- **TASK DESCRIPTION**
Go through the records and copy each line where the string "Краснооктябрьская" occurs.
↓↓↓
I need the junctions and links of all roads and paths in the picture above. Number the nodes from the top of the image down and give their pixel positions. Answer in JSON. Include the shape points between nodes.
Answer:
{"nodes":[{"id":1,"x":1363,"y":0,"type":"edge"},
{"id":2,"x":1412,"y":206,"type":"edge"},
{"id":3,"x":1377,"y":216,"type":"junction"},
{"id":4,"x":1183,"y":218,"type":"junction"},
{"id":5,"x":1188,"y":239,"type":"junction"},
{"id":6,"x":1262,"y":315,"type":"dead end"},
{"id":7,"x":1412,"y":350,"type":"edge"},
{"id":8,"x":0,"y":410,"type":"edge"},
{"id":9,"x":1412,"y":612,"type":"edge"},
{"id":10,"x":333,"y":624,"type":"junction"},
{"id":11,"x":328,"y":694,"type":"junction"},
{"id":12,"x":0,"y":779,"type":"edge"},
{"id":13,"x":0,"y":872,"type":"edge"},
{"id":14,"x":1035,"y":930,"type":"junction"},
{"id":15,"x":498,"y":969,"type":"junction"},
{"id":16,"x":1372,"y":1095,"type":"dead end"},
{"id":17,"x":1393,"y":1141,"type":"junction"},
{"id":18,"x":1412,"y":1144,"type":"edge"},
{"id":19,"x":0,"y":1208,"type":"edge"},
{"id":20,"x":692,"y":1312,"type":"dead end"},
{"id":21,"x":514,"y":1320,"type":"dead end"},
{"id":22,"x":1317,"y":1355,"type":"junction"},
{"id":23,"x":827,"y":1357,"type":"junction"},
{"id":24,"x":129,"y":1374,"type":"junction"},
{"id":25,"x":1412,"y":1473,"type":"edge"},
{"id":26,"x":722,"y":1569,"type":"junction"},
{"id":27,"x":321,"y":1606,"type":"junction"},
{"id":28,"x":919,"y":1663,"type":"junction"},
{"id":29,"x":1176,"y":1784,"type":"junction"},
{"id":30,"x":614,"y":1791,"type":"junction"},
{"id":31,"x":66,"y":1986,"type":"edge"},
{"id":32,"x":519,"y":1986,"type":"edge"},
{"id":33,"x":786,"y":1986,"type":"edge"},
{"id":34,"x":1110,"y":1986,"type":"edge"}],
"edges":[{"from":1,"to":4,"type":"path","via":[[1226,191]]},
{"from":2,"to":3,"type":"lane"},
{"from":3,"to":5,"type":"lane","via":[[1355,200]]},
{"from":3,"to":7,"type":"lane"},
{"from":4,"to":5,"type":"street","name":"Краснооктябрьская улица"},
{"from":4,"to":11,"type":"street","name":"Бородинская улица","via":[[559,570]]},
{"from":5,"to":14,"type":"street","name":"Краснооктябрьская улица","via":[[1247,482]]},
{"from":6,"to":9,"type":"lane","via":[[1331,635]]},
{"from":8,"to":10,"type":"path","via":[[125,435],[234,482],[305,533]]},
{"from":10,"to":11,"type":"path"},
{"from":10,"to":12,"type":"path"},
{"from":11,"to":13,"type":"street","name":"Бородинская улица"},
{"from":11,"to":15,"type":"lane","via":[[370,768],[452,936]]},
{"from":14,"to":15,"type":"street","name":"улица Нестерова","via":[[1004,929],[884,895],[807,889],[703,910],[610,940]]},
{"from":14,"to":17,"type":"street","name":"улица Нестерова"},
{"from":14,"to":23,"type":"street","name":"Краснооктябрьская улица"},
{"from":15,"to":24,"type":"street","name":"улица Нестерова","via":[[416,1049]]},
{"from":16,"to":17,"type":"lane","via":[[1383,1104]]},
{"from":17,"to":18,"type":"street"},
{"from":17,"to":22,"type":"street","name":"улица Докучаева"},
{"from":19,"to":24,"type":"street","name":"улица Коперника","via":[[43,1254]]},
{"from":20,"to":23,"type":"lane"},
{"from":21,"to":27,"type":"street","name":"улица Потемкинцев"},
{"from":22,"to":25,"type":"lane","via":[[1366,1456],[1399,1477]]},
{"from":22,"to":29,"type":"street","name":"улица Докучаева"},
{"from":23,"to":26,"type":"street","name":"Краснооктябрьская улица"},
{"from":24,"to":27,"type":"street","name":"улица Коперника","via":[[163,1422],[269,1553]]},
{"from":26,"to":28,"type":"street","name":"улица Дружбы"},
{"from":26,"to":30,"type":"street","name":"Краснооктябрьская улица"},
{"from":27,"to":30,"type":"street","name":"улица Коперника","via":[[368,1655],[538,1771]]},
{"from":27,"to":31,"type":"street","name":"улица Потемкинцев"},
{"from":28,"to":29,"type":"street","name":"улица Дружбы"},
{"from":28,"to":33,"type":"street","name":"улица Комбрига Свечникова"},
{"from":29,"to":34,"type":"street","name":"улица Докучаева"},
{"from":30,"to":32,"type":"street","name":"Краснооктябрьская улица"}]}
↑↑↑
- **WRITTEN REPLY**
{"from":4,"to":5,"type":"street","name":"Краснооктябрьская улица"},
{"from":5,"to":14,"type":"street","name":"Краснооктябрьская улица","via":[[1247,482]]},
{"from":14,"to":23,"type":"street","name":"Краснооктябрьская улица"},
{"from":23,"to":26,"type":"street","name":"Краснооктябрьская улица"},
{"from":26,"to":30,"type":"street","name":"Краснооктябрьская улица"},
{"from":30,"to":32,"type":"street","name":"Краснооктябрьская улица"}]}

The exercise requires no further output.